Role of myofibrillar creatine kinase in the relaxation of rigor tension in skinned cardiac muscle.

In the absence of creatine phosphate, MgATP produced relaxation of rigor tension in chemically-skinned right papillary muscles of the rat, the half maximal effect being obtained at 1.8 mM MgATP. In the presence of 12 mM creatine phosphate and 250 microM ADP, a decrease in MgATP concentration even to 10(-9) M never induced rigor tension. At a very low MgATP concentration (10(-6) M), the half maximal relaxing effect was obtained with 2 mM creatine phosphate, a value close to the Km of isolated MM-creatine kinase for this substrate, or with 14 microM MgADP, a value 5 times lower than the reported Km.
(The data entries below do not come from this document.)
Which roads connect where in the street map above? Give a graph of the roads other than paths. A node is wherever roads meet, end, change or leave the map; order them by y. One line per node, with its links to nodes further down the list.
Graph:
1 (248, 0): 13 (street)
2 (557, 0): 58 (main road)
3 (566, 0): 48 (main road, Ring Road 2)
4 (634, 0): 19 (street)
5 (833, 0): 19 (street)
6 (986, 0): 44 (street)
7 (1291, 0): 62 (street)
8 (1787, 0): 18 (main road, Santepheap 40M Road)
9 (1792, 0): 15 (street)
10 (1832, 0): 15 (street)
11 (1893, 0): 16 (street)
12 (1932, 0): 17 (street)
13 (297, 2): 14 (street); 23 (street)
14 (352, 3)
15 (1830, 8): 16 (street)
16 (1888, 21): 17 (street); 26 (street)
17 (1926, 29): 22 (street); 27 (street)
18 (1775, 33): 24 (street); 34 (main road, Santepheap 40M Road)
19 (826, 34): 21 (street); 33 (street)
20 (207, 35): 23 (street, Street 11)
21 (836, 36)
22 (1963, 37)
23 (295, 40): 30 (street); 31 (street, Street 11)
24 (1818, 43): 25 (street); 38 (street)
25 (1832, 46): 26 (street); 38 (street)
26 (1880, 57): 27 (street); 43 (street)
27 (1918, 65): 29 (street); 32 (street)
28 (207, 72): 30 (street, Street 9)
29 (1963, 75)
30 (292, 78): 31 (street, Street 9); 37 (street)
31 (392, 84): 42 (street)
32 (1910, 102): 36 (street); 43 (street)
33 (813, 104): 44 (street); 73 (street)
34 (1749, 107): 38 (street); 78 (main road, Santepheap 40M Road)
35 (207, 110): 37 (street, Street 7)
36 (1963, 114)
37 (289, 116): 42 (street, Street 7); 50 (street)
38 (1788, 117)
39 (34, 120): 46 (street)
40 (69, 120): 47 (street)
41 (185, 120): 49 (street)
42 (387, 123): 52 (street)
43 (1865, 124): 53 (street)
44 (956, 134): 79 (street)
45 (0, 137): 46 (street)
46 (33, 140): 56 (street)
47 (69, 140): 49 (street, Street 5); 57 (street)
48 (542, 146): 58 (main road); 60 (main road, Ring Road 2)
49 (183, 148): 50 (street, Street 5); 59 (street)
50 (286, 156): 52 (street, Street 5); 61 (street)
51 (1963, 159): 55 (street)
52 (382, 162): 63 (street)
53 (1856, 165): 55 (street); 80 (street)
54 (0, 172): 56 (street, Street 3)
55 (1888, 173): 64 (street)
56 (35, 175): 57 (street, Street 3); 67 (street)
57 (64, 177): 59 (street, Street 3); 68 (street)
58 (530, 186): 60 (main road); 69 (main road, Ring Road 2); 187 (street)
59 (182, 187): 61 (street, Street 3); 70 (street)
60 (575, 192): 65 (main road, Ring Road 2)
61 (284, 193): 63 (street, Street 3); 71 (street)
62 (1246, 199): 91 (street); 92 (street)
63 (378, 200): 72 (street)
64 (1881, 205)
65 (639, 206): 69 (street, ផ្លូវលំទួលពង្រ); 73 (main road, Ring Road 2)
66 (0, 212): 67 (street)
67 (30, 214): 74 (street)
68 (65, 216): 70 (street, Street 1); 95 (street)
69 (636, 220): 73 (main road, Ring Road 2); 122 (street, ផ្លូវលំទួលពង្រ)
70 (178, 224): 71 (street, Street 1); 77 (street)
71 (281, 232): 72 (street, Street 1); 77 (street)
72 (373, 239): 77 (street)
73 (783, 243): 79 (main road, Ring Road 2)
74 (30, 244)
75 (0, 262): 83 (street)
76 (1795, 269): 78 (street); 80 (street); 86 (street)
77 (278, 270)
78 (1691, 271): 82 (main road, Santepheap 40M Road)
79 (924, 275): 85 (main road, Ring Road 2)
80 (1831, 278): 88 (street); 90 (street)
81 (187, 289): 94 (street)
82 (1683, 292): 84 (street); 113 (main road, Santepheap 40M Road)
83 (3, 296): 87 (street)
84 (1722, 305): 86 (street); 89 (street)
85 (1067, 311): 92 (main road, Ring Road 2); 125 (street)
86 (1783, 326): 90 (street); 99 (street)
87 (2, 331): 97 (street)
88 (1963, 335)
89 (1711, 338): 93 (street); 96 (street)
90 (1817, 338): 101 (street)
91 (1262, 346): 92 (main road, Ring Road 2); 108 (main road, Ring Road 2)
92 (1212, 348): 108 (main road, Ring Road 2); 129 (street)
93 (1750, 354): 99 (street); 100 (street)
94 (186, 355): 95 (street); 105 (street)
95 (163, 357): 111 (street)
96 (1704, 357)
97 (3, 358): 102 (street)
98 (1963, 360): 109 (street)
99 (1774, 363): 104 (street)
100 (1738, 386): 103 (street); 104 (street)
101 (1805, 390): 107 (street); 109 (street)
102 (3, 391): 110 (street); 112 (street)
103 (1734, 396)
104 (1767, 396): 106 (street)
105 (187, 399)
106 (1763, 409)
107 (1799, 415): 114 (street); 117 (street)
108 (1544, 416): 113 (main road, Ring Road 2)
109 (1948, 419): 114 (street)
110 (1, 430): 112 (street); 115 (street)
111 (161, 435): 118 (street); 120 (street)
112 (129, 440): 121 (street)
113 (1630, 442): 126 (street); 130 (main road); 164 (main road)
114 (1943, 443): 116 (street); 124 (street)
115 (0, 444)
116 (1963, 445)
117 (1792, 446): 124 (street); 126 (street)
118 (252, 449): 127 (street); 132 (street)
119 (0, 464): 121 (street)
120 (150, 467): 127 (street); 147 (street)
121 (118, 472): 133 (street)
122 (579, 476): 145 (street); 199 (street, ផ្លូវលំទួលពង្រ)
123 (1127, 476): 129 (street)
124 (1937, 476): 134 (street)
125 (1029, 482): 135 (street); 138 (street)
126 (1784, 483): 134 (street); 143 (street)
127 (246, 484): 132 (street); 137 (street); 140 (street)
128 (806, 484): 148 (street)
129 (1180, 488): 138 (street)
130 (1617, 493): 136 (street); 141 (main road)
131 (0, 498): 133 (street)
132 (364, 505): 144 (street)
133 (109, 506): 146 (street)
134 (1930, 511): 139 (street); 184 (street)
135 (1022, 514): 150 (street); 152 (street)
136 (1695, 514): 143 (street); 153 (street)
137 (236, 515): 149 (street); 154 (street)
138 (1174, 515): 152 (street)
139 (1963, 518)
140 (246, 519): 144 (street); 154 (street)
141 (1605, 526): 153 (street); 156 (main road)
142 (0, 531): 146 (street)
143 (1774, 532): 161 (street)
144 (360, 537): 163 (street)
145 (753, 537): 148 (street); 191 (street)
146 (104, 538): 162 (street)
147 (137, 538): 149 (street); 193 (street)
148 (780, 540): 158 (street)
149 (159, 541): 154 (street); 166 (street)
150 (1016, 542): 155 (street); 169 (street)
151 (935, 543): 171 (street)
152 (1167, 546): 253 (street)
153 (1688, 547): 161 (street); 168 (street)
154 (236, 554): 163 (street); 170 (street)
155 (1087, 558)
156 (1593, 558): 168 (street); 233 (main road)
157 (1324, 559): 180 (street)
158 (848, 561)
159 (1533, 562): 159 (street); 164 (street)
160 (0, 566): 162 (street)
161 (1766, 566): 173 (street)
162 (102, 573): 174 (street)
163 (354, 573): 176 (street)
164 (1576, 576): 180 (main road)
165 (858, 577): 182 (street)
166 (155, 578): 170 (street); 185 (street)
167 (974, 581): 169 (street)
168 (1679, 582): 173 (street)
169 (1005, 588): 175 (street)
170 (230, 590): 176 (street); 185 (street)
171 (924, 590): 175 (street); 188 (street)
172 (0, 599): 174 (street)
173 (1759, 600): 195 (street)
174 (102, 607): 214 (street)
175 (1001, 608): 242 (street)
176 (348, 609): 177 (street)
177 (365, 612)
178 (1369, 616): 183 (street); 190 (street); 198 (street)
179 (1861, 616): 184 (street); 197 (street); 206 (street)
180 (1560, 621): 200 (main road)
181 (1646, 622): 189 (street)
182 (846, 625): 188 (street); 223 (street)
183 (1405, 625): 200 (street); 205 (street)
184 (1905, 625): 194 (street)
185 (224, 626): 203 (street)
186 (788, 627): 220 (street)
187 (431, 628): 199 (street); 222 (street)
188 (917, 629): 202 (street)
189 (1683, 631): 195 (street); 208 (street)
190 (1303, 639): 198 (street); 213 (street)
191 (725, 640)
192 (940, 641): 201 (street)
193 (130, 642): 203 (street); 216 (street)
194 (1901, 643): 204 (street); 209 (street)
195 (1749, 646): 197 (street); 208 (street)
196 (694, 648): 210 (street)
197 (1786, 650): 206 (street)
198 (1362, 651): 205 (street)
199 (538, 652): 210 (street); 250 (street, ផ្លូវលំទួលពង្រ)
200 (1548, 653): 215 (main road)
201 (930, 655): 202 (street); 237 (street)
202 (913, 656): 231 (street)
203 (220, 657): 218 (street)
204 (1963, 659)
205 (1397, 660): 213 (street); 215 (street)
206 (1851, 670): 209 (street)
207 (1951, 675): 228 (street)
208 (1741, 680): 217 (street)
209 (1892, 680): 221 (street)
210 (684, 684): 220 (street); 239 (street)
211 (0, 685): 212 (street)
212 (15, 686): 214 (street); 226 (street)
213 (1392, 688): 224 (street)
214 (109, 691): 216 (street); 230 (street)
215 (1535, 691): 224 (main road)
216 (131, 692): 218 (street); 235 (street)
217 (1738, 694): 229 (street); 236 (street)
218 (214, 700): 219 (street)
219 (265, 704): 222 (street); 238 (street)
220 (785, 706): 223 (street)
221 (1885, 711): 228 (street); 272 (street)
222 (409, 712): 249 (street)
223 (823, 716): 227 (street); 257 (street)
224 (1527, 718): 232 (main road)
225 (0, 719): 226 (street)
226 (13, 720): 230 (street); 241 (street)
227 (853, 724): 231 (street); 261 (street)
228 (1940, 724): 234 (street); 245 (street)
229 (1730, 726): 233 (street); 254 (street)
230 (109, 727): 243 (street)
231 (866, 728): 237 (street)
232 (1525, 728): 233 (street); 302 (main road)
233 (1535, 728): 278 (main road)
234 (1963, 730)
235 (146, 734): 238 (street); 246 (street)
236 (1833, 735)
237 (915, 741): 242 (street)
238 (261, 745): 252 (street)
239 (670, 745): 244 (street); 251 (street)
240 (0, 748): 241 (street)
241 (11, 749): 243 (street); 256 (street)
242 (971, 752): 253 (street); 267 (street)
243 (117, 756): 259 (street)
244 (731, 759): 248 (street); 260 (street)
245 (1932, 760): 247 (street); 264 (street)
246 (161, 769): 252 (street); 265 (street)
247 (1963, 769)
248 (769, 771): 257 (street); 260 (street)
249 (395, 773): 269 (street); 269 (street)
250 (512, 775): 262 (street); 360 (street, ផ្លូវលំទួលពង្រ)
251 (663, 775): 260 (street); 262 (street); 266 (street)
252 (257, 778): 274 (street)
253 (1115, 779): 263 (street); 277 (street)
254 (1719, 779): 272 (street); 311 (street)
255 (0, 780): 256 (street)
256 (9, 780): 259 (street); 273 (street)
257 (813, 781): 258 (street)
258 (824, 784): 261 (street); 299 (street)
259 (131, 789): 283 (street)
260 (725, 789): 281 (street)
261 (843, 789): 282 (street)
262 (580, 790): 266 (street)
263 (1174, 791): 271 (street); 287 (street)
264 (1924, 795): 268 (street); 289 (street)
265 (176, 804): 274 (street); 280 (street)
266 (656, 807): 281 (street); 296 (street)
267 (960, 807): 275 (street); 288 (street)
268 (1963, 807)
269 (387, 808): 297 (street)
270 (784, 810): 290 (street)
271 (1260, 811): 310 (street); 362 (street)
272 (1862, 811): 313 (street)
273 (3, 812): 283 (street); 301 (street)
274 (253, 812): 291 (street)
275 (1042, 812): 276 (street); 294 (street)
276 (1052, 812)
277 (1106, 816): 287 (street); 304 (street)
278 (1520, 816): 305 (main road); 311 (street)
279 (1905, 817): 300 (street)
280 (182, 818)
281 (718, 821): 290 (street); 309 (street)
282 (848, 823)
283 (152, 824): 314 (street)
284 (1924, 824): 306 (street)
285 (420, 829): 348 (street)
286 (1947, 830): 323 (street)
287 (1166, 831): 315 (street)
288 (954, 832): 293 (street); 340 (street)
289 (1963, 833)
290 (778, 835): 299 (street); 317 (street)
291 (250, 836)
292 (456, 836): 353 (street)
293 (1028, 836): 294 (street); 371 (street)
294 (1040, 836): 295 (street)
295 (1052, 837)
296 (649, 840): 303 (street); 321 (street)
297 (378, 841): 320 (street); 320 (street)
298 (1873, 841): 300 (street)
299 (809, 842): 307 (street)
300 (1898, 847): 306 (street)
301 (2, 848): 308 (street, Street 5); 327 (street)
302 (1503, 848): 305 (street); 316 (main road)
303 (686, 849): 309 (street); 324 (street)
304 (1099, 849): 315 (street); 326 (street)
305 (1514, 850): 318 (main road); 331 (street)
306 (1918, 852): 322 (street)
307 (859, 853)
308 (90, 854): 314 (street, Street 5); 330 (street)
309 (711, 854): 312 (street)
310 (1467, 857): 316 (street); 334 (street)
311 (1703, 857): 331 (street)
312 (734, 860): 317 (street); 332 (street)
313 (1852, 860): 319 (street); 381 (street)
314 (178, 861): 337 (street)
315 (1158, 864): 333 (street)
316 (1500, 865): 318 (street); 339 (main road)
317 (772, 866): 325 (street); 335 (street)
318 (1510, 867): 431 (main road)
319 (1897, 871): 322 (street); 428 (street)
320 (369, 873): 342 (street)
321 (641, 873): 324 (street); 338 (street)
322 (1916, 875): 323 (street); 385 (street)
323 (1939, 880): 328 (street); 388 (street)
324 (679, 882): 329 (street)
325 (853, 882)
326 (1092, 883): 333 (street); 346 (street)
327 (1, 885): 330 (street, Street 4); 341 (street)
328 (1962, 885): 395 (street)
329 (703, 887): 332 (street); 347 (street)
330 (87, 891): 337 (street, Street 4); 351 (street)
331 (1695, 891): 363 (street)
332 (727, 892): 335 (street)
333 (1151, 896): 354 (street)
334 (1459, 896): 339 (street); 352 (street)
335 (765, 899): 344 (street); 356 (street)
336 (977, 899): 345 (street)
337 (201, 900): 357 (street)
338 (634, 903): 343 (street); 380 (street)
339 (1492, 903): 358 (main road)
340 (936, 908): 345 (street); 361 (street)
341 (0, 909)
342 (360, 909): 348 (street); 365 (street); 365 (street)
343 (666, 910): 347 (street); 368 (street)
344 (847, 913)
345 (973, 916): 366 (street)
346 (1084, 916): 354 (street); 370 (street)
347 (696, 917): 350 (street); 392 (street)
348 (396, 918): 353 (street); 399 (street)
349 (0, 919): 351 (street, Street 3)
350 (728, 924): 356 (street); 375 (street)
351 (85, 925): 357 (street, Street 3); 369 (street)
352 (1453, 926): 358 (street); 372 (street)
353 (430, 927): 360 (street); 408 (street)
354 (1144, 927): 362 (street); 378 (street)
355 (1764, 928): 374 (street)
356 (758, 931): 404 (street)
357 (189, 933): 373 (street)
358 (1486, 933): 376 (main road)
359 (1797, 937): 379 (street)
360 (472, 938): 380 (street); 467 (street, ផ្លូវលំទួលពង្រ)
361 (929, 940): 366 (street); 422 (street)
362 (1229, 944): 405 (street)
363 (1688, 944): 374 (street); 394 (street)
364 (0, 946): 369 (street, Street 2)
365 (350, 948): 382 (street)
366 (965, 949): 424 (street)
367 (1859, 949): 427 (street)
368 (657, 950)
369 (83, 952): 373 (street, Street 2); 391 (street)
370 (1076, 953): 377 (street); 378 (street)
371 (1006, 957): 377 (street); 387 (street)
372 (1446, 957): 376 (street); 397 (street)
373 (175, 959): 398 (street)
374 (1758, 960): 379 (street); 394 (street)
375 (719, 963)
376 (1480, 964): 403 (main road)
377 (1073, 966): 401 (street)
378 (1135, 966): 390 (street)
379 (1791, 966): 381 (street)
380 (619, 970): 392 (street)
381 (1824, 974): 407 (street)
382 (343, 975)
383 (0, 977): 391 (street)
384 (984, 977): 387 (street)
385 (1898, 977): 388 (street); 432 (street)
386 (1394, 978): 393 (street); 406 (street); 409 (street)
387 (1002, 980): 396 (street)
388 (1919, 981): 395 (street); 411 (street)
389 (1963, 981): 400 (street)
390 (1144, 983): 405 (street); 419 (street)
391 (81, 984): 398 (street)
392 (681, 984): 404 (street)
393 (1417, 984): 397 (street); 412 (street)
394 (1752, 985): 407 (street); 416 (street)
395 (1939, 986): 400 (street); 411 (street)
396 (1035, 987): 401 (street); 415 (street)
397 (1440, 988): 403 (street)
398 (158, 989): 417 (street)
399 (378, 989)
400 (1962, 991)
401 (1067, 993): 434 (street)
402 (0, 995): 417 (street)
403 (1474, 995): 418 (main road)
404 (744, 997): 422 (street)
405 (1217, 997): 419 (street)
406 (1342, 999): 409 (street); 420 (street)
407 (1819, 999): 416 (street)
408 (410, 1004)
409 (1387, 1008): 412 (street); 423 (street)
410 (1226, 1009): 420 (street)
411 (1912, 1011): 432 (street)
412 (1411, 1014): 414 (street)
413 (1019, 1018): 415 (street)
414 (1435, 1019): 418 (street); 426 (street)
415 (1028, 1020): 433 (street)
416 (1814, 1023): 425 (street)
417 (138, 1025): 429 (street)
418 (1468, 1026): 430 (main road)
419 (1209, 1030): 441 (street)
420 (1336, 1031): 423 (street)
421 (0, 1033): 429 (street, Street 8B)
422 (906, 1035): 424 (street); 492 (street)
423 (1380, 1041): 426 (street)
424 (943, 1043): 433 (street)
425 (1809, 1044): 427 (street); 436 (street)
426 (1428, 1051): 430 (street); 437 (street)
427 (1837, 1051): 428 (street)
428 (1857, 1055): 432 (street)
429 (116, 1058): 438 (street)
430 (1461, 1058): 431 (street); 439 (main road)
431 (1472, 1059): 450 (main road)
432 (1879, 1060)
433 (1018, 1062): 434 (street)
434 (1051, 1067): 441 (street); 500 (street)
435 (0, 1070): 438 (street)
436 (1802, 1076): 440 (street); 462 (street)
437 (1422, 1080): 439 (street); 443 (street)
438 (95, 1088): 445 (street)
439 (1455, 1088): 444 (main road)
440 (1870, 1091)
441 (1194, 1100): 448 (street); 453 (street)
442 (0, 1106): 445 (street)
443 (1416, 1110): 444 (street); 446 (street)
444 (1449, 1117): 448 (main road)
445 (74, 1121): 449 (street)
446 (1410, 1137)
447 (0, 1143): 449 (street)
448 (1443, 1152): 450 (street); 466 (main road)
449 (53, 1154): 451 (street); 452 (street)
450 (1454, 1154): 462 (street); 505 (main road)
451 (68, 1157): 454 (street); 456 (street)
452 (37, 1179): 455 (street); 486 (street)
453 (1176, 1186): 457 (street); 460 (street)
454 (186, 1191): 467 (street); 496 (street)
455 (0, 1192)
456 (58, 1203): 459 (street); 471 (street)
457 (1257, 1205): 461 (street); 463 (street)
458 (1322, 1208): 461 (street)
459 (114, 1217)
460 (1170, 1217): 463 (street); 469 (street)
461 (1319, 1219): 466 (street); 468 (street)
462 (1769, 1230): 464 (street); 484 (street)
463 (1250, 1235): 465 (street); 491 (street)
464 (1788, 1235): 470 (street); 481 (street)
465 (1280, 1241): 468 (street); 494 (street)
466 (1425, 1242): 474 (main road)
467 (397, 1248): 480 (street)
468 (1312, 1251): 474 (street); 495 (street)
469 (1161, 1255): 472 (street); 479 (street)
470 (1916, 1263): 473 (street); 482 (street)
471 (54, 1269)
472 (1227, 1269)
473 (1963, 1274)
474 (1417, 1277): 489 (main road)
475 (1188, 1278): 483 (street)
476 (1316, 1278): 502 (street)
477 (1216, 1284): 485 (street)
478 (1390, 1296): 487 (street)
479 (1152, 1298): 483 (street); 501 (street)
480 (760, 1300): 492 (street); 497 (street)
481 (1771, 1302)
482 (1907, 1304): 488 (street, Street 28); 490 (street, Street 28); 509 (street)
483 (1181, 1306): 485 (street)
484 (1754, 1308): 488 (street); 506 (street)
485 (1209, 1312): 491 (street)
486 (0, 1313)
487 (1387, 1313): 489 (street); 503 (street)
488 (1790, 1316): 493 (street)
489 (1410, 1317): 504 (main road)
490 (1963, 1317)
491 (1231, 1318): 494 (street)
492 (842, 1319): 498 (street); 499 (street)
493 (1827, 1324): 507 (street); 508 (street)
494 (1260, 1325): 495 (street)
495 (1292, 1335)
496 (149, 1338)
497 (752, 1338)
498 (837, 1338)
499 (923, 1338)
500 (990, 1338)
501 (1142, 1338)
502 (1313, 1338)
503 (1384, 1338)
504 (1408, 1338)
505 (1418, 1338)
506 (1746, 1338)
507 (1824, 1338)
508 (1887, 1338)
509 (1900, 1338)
An exogenous MgATP regenerating system (phosphoenol pyruvate + pyruvate kinase) was not able to fully relax the fibres. When MM-creatine kinase was inhibited by fluorodinitrobenzene, the dependency of rigor tension on MgATP became the same as it was without creatine phosphate. After washing out the fluorodinitrobenzene the addition of exogenous MM-creatine kinase for half an hour fully relaxed rigor tension; moreover, this effect persisted even after prolonged washout. These results show that endogenous MM-creatine kinase is able to ensure maximal efficiency of myosin ATPase by producing a localized high MgATP/MgADP ratio; they also suggest the existence of rapidly exchangeable binding sites for MM-creatine kinase in cardiac myofibrils.